§A · Dispatch · Landing
Jim Ratcliffe touches down in St. John’s for a three-minute turn
A very brief stop in Newfoundland suggests a technical or crew-related hop, not a business event.
By celebplanes · 1 min read · Jim Ratcliffe

Jim Ratcliffe
Jim Ratcliffe flew from Nice, France, to St. John’s, Newfoundland, on the morning of 28 May 2026 — but the flight didn't end there. The Gulfstream G650 parked for just three minutes before departing again toward the mid-Atlantic, climbing to only 6,000 feet at 259 knots. That’s not a destination visit; it’s a quick stop, likely a fuel-and-go or a crew rotation.

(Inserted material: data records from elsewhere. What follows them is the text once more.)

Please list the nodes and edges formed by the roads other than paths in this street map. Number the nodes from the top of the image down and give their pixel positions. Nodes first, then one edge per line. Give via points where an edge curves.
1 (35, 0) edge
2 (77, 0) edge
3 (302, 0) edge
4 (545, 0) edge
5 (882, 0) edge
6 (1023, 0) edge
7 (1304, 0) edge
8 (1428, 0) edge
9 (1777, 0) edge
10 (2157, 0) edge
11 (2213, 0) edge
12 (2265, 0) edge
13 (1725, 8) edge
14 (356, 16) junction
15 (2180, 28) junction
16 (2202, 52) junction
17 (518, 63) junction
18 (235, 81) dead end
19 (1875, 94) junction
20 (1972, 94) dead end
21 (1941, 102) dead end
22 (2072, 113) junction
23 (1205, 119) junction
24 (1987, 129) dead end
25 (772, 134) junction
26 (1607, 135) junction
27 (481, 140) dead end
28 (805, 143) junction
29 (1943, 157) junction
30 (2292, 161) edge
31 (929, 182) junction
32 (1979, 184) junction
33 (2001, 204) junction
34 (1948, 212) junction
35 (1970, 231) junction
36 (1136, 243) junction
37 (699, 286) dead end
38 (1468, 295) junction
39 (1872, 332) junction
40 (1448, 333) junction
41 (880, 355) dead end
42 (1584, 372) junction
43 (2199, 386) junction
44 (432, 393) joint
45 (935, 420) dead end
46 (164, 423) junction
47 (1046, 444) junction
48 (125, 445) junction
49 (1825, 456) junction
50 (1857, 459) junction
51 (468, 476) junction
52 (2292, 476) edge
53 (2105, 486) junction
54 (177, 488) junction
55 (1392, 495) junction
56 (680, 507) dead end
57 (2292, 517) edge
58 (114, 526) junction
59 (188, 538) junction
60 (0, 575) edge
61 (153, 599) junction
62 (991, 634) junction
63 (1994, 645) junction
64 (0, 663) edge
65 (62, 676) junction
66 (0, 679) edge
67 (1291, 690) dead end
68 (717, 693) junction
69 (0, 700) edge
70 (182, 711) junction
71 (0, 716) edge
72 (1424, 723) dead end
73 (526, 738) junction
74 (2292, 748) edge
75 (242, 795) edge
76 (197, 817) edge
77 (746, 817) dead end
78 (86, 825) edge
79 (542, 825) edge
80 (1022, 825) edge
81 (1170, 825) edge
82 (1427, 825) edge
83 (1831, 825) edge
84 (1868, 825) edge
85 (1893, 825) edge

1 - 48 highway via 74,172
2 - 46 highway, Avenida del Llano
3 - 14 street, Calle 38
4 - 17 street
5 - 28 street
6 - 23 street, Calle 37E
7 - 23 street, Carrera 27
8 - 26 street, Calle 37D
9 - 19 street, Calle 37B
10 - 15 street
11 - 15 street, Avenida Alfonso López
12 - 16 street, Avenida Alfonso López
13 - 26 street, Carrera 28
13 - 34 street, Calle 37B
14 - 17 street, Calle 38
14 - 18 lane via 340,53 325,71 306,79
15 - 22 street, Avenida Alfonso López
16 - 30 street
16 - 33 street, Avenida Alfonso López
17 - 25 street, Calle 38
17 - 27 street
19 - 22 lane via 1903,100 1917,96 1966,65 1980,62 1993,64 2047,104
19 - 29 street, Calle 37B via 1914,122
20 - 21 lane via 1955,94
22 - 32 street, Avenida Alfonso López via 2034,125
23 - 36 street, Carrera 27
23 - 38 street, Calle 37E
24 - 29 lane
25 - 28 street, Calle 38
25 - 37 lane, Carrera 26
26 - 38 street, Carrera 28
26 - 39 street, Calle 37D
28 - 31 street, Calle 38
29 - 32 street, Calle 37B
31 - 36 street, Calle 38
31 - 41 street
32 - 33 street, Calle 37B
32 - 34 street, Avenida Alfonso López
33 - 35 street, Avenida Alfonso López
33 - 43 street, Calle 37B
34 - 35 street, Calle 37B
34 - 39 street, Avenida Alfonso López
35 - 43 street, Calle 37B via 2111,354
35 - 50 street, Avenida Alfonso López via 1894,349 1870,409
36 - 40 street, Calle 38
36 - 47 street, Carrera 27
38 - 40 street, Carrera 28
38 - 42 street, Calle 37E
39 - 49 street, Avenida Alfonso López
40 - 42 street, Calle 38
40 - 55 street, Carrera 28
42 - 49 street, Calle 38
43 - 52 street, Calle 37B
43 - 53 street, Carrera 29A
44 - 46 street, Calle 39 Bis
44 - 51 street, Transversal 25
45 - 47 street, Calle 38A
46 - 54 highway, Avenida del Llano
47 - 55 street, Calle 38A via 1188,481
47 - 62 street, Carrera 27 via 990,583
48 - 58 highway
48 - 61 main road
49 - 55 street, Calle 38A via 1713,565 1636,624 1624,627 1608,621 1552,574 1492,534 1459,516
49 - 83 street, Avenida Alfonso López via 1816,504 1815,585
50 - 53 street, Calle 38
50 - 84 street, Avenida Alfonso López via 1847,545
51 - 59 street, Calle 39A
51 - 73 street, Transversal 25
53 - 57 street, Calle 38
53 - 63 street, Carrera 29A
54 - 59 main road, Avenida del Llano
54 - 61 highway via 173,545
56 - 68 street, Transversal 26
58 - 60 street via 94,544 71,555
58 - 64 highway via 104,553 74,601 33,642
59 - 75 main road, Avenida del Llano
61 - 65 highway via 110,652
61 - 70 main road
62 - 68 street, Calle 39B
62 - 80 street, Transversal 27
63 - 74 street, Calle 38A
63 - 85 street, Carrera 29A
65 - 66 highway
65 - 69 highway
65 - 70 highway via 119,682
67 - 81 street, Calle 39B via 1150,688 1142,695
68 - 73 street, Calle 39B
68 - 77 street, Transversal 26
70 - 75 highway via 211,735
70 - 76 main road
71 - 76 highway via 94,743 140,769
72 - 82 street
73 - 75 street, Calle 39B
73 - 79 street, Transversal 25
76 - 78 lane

No newsworthy event in St. John’s this week explains a Ratcliffe visit. The city isn’t hosting an INEOS event, a sailing regatta, or a Manchester United fixture. Per local flight records and standard transatlantic routing, Gander and St. John’s are common refuelling points for eastbound private jets. The flight profile — short hop, low altitude, immediate departure — matches a technical diversion or a repositioning leg.
Recent flights show Jim Ratcliffe was in the UK on 11 and 21 May (Bournemouth and Farnborough) and at his home in Sardinia on 25 May. The 28 May trip from Nice to St. John’s and onward appears to be a routine Atlantic crossing, likely returning to North America for business meetings or to his Monaco base after a brief Mediterranean stop. No headlines required — just logistics.